Stratigraphic evolution and karstification of a Cretaceous Mid-Pacific atoll (Resolution Guyot) resolved from core-log-seismic integration and comparison with modern and ancient analogues

Atolls are faithful recorders helping us understand eustatic variations, the evolution of carbonate production through time, and changes in magmatic hotspots activity. Several early Cretaceous Mid-Pacific atolls were previously investigated through ocean drilling, but due to the low quality of vintage seismic data available, few spatial constraints exist on their stratigraphic evolution and large-scale diagenesis. Here, we present results from an integrated core-log-seismic study at Resolution Guyot and comparison with modern and ancient analogues.

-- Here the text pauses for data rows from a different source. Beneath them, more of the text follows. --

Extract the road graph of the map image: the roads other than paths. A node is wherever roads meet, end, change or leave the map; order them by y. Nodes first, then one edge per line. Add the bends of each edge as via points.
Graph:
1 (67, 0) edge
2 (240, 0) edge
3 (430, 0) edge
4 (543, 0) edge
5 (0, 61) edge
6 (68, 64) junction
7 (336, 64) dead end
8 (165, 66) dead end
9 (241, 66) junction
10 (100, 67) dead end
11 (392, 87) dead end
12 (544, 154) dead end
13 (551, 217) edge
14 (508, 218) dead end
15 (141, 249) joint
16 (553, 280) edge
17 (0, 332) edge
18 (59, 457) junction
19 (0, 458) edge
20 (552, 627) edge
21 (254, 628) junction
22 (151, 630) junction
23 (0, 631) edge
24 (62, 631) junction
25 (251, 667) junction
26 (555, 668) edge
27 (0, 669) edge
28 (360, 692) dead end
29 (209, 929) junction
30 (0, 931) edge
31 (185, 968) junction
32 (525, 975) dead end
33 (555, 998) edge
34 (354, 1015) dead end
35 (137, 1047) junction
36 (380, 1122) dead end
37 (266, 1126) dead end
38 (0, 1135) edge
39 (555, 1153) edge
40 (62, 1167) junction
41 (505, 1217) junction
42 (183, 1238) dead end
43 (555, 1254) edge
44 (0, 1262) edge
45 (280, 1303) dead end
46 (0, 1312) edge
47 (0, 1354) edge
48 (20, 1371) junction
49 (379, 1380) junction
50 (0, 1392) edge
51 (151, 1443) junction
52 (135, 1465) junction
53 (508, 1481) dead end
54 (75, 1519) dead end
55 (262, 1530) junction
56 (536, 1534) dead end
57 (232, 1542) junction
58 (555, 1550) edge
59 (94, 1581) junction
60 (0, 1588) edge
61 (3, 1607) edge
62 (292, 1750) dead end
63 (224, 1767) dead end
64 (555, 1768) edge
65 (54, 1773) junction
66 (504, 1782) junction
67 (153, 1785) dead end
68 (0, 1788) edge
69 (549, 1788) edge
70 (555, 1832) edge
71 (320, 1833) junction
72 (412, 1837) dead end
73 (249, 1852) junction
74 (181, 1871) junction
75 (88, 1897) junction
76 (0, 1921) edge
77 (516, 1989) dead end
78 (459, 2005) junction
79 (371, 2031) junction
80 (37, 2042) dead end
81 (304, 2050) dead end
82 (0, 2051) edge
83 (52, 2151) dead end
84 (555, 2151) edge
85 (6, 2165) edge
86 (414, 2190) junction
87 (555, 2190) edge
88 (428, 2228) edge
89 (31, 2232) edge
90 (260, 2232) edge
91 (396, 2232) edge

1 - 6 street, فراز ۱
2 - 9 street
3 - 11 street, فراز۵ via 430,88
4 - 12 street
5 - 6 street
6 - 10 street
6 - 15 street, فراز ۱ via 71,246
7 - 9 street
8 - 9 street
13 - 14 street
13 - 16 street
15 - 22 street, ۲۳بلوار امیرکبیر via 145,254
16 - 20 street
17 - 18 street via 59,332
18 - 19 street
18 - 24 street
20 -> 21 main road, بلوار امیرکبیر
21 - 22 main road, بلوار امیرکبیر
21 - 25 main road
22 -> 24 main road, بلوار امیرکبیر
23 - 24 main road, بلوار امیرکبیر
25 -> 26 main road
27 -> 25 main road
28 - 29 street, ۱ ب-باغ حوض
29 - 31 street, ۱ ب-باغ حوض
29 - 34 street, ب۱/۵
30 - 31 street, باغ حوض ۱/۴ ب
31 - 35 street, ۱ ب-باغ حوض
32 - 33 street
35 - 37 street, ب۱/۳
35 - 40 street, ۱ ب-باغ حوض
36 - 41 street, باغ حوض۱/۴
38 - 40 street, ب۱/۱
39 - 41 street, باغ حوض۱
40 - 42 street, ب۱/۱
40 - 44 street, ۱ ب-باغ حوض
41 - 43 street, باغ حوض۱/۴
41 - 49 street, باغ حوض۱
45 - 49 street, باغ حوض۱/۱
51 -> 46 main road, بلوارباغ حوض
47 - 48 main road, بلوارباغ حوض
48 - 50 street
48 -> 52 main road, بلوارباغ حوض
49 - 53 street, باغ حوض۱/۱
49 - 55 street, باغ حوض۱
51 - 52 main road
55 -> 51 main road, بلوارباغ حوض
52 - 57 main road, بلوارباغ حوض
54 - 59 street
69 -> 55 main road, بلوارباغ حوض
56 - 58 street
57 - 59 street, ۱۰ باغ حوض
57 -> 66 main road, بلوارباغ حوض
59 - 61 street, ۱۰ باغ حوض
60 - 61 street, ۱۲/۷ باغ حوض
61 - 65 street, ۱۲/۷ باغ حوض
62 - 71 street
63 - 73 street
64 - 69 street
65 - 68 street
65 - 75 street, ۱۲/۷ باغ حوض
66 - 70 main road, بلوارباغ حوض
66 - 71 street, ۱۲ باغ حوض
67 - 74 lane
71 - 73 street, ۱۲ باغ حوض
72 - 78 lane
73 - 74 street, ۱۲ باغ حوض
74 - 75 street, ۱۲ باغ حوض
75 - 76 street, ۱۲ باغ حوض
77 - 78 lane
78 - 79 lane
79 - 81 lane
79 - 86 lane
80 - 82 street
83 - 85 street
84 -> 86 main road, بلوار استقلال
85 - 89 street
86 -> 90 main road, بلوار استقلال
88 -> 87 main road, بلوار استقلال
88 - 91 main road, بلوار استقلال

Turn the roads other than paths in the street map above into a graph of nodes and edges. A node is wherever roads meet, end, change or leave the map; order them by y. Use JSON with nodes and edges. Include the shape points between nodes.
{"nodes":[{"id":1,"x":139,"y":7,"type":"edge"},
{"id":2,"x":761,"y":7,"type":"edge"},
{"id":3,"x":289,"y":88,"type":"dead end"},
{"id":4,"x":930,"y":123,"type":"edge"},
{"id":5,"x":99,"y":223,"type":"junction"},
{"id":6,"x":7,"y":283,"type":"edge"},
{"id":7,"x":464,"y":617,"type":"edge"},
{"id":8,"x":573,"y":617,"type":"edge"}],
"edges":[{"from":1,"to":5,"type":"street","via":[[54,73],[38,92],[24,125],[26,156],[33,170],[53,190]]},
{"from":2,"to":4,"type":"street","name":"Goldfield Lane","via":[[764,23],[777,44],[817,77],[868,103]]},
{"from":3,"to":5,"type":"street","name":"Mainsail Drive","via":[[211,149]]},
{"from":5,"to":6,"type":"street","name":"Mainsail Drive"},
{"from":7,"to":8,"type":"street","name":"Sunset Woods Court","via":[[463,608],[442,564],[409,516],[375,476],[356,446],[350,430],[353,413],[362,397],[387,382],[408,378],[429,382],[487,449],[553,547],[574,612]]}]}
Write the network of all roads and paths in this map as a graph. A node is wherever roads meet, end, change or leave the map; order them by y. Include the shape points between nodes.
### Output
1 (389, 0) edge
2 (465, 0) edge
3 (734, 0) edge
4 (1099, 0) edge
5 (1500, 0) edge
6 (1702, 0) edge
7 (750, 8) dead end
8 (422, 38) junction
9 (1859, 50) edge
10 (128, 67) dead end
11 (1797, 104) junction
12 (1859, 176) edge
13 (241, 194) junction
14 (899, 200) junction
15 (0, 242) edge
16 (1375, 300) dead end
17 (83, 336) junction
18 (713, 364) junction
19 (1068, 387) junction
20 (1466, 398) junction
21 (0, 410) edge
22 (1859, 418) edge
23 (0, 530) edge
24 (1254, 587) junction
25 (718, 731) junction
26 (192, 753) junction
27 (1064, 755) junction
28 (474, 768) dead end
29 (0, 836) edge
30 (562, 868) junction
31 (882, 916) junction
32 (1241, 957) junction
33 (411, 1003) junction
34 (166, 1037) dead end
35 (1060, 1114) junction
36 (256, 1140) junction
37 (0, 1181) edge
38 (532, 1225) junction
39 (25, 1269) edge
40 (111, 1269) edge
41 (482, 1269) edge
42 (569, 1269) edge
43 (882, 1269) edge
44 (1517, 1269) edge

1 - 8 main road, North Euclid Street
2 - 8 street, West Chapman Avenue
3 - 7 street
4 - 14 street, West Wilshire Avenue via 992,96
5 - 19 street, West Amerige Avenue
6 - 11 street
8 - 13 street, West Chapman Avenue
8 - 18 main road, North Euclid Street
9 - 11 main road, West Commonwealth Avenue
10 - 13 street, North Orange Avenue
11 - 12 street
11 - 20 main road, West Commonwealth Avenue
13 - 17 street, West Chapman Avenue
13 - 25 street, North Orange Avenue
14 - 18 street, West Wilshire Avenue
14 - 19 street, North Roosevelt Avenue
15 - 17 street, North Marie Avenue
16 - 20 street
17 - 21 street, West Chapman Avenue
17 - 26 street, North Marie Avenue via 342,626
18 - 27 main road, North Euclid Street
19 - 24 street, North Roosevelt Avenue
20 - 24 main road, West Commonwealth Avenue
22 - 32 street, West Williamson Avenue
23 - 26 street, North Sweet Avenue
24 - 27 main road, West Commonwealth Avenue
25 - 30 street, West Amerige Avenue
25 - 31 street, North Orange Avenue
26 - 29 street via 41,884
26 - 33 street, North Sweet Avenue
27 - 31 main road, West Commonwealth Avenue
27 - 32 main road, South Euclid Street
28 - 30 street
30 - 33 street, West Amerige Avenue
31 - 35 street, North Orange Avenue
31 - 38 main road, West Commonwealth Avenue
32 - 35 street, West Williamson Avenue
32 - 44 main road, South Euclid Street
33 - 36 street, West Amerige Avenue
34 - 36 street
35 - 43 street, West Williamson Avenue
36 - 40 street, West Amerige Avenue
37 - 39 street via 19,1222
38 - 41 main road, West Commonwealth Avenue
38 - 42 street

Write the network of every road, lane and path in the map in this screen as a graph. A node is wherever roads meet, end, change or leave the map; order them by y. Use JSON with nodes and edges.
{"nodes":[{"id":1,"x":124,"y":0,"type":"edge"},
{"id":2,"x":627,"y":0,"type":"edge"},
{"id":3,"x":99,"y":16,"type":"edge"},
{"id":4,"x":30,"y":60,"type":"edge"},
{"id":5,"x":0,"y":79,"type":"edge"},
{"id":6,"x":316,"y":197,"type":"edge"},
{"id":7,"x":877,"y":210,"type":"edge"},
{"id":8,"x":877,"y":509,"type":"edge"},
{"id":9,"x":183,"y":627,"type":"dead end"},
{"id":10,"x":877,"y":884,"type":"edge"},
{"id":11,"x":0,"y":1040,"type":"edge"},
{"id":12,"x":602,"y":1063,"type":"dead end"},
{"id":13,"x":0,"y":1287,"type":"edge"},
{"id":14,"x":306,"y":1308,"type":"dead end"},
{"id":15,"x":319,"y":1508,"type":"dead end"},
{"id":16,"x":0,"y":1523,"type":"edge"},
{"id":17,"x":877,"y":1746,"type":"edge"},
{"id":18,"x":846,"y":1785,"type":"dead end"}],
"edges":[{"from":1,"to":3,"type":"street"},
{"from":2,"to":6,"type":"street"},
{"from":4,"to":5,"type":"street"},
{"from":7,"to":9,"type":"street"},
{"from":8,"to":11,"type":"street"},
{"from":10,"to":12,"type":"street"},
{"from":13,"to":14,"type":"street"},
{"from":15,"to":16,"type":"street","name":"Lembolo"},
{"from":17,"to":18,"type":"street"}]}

We identify six seismic-stratigraphic units: (1) platform initiation with aggradation and backstepping through the Hauterivian which ended by platform emersion; (2) reflooding of the platform with progradation and aggradation through the Barremian till the early-Aptian when ocean anoxic event 1a resulted in incipient drowning; (3) platform backstepping till the mid-Aptian when the platform shifted to progradation and aggradation till the mid-Albian; (4) platform emersion; (5) reflooding with backstepping ending at the latest-Albian by platform emersion; and (6) final drowning. The stratigraphic surfaces bounding these units are coeval with some of the Cretaceous eustatic events, which suggest an eustatic control on the evolution of this atoll and confirm that several previously reported sea-level variations in the early Cretaceous are driven by eustasy. Changes in subsidence and carbonate production rates and suspected later magmatism have also impacted the stratigraphic evolution. The suspected later magmatism could lead to environmental perturbations and potentially platform demise. Contrary to previous studies, we identify two emersion events during the mid- and late-Albian which resulted in intensive meteoric dissolution and karstification. The platform margin syndepositional fractures interacted with the subaerial exposure events by focusing the dissolution which formed vertically stacked flank-margin fracture-cave system. The study gives a unique insight into the interplay between eustasy, subsidence, and volcanic activity(ies) on long-term evolution of early Cretaceous shallow-marine carbonates. It also documents the impact and distribution of hypogenic and epigenic fluid-flow in atolls serving as an analogue for isolated carbonate platforms.